On Halloween, 2016, ground was finally broken on the new Reading Viaduct Park in the Callowhill Section of Philadelphia. Ten years in coming and forever lurking in the shadow of New York City’s Highline, the first phase of the project should be complete in a little over a year. The project is a partnership between the City of Philadelphia, the Center City District and a community group called the Friends of the Rail Park.
The Reading Viaduct is an elevated railroad that was originally part passenger, and part freight. Originally terminating in the Reading Railroad Train Shed at 12th and Market Streets (today part of the Philadelphia Convention Center), passenger service ceased in 1984 with the construction of a tunnel connecting Suburban Station to the new Market East (Jefferson Station today).
A second piece veered west at 11th and Callowhill and became the City Branch freight line that ramped down and under Broad Street, and then underground into a cut reaching out to Fairmount Park near the Art Museum. This segment was buried in the 1890’s when the City was constructing the Parkway and the art district. At one time, this industrial corridor between Callowhill and Spring Garden streets was one of the busiest in the world, hosting grain elevators, factories, the world famous Baldwin Locomotive works and the Philadelphia Inquirer.

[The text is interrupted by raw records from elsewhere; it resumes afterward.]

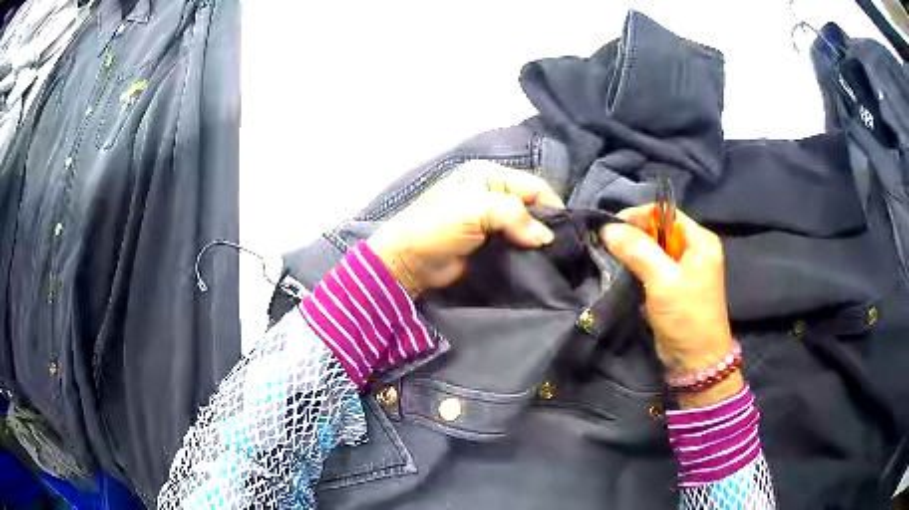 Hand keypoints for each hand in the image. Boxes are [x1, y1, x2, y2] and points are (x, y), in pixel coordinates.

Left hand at [368, 161, 563, 296]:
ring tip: (553, 257)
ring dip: (538, 240)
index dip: (551, 206)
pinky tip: (538, 262)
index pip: (533, 185)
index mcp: (489, 176)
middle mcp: (494, 193)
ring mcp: (492, 220)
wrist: (409, 263)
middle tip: (560, 247)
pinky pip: (518, 244)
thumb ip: (513, 216)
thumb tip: (545, 237)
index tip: (564, 231)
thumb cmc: (436, 229)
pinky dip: (528, 252)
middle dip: (546, 224)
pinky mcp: (491, 243)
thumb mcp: (474, 212)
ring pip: (528, 227)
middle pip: (533, 205)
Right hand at [601, 205, 742, 407]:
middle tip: (606, 246)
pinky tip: (620, 274)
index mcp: (700, 240)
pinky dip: (635, 269)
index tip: (610, 228)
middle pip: (657, 230)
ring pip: (652, 250)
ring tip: (610, 259)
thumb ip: (638, 250)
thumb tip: (607, 227)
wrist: (695, 361)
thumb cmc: (686, 317)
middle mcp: (693, 249)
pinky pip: (651, 268)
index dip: (638, 216)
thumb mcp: (663, 281)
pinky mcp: (672, 286)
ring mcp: (683, 269)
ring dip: (631, 254)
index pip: (665, 213)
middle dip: (632, 236) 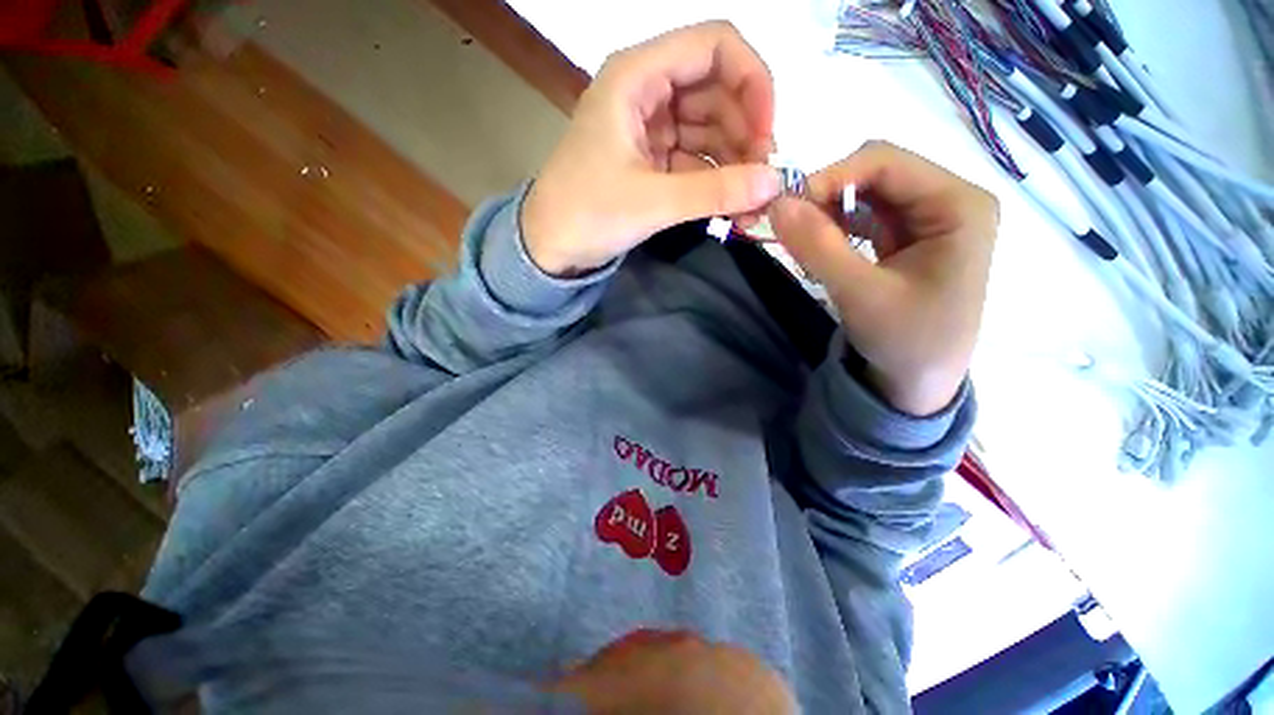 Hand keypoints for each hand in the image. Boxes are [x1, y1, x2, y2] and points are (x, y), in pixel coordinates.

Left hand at [521, 21, 781, 276]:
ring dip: (734, 162)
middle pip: (718, 90)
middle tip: (762, 182)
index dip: (752, 82)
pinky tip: (730, 204)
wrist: (551, 247)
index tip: (767, 135)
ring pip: (710, 127)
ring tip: (750, 203)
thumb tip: (774, 182)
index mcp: (637, 75)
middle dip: (745, 133)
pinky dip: (715, 178)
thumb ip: (715, 191)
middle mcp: (646, 90)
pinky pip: (696, 156)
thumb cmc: (588, 215)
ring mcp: (650, 125)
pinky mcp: (652, 157)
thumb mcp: (653, 202)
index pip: (715, 46)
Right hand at [768, 141, 998, 415]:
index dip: (831, 177)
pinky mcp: (908, 239)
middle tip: (789, 225)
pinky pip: (865, 217)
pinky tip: (818, 247)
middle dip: (828, 194)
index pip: (886, 162)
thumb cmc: (906, 343)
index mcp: (958, 205)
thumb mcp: (860, 294)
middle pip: (876, 173)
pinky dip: (835, 227)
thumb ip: (818, 247)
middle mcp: (948, 201)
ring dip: (828, 212)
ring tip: (800, 240)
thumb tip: (776, 205)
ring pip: (866, 194)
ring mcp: (928, 219)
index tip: (786, 208)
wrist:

Unlike the Highline, there is good fee title to all of the Reading line and there are not a number of property owners looking to demolish the line. Similarly, unlike New York, the Reading Viaduct traverses an area that is largely a warehouse district with minimal development to date. However, the City is hoping with rezoning and investment, that the elevated park will spur development in that part of the city. Significant development activities are already occurring around Broad Street and moving north to Temple.

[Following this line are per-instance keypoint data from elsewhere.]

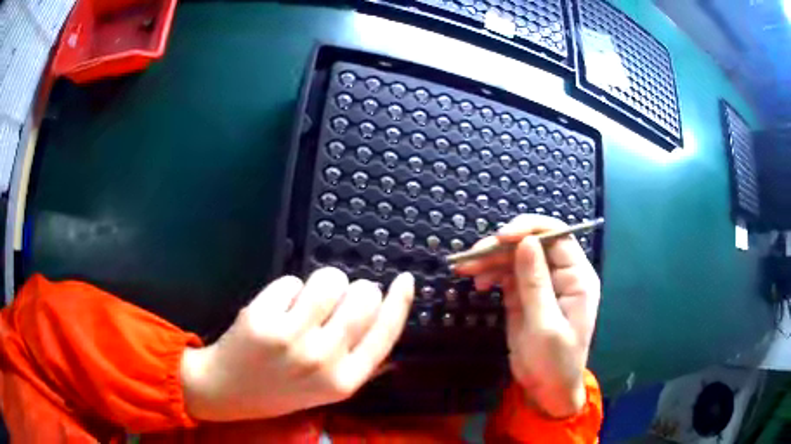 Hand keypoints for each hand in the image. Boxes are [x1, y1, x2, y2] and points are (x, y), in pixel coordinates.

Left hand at [180, 267, 414, 420]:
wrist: (228, 391)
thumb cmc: (282, 389)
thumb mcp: (328, 390)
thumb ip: (363, 366)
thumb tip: (392, 336)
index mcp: (345, 380)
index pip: (386, 333)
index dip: (400, 302)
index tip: (405, 280)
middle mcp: (324, 360)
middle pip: (362, 298)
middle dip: (354, 289)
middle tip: (337, 298)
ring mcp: (291, 339)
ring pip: (329, 280)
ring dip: (322, 283)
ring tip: (306, 300)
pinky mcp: (262, 319)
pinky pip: (291, 282)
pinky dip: (287, 290)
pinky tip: (276, 309)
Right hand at [453, 215, 599, 417]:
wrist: (547, 389)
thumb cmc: (554, 361)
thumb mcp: (545, 325)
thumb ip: (536, 282)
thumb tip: (525, 241)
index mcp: (577, 276)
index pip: (556, 235)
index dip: (528, 229)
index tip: (499, 237)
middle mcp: (561, 274)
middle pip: (531, 243)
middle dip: (501, 246)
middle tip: (471, 258)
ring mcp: (542, 284)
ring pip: (515, 257)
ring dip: (490, 259)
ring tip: (465, 269)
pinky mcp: (525, 295)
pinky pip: (507, 274)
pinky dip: (491, 274)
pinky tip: (478, 283)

The first segment of the project is being financed by a series of public – private partnerships, including money from the Commonwealth, the City, several foundations and some individuals totaling just under $10M. In addition, to allow future financing, different options are being examined to create a neighborhood improvement district to assess a tax dedicated to the future maintenance and operation of the park. As currently structured, the transaction involves a lease between the Center City District and SEPTA. SEPTA acquired the City Branch from Conrail in the mid-90s when the Philadelphia Inquirer’s printing operations moved to the suburbs. The Center City District will manage the construction and once complete, the line segment will be conveyed to the City of Philadelphia. The City Parks and Recreation Department will manage the park. The Friends of the Rail Park has agreed to do some “plus” maintenance above and beyond normal day to day maintenance to sustain some of the unique finishes the park will have.

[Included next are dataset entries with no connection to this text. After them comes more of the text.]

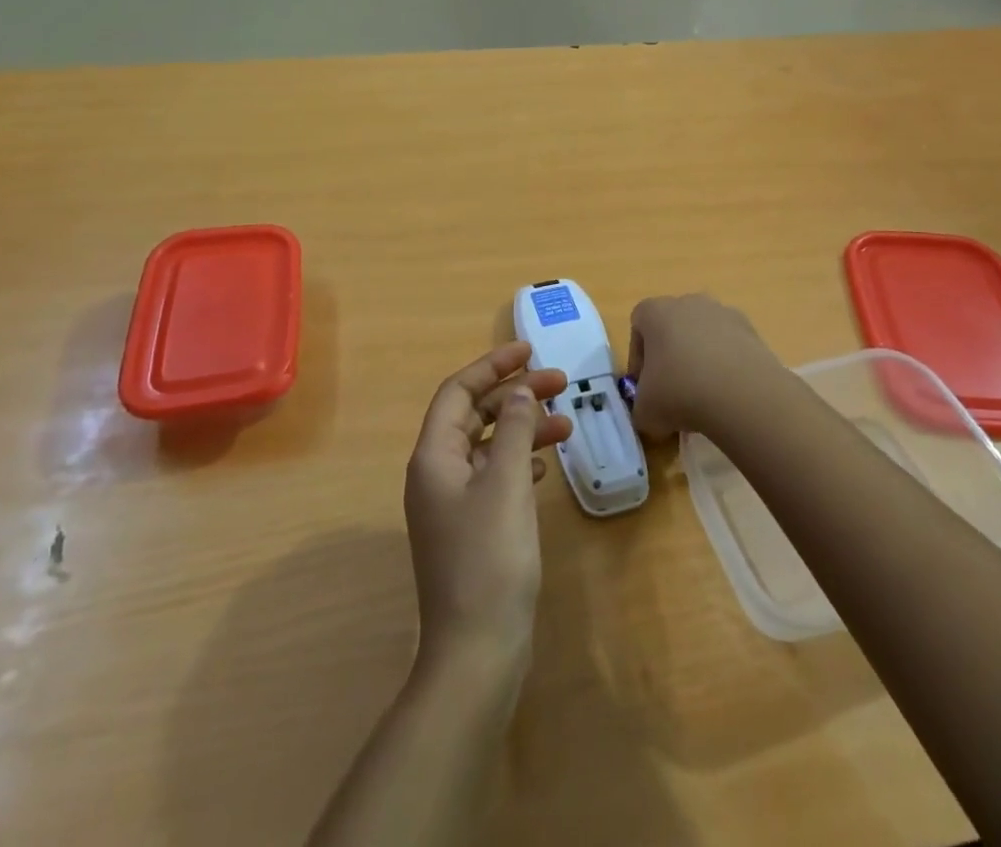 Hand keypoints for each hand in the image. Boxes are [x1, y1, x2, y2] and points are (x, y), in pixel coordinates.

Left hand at [404, 342, 572, 675]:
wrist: (477, 650)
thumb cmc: (489, 558)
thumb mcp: (506, 483)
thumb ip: (514, 429)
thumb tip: (519, 389)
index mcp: (434, 457)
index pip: (458, 392)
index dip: (492, 365)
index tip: (530, 349)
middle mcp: (437, 473)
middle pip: (474, 415)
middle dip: (515, 394)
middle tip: (560, 382)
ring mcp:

Like the Highline, the Reading Viaduct Park is a wonderful example of clever public-private partnerships, unique repurposing of one of a kind infrastructure, as well as good use of brownfield options to bring back to life old, industrial property for new and beneficial uses. The second phase will be to work on the former passenger corridor, the 9th Street Branch, that runs more than a mile from 11th and Callowhill, moving east and north to Fairmount Avenue. The reorganized Reading Company still owns this segment. The third and final phase would encompass the more complicated and expensive subterranean piece west of Broad Street.
Jonathon Broder is Vice President and Chief Legal Officer of Conrail and worked on the Highline matter from 1989 to the present.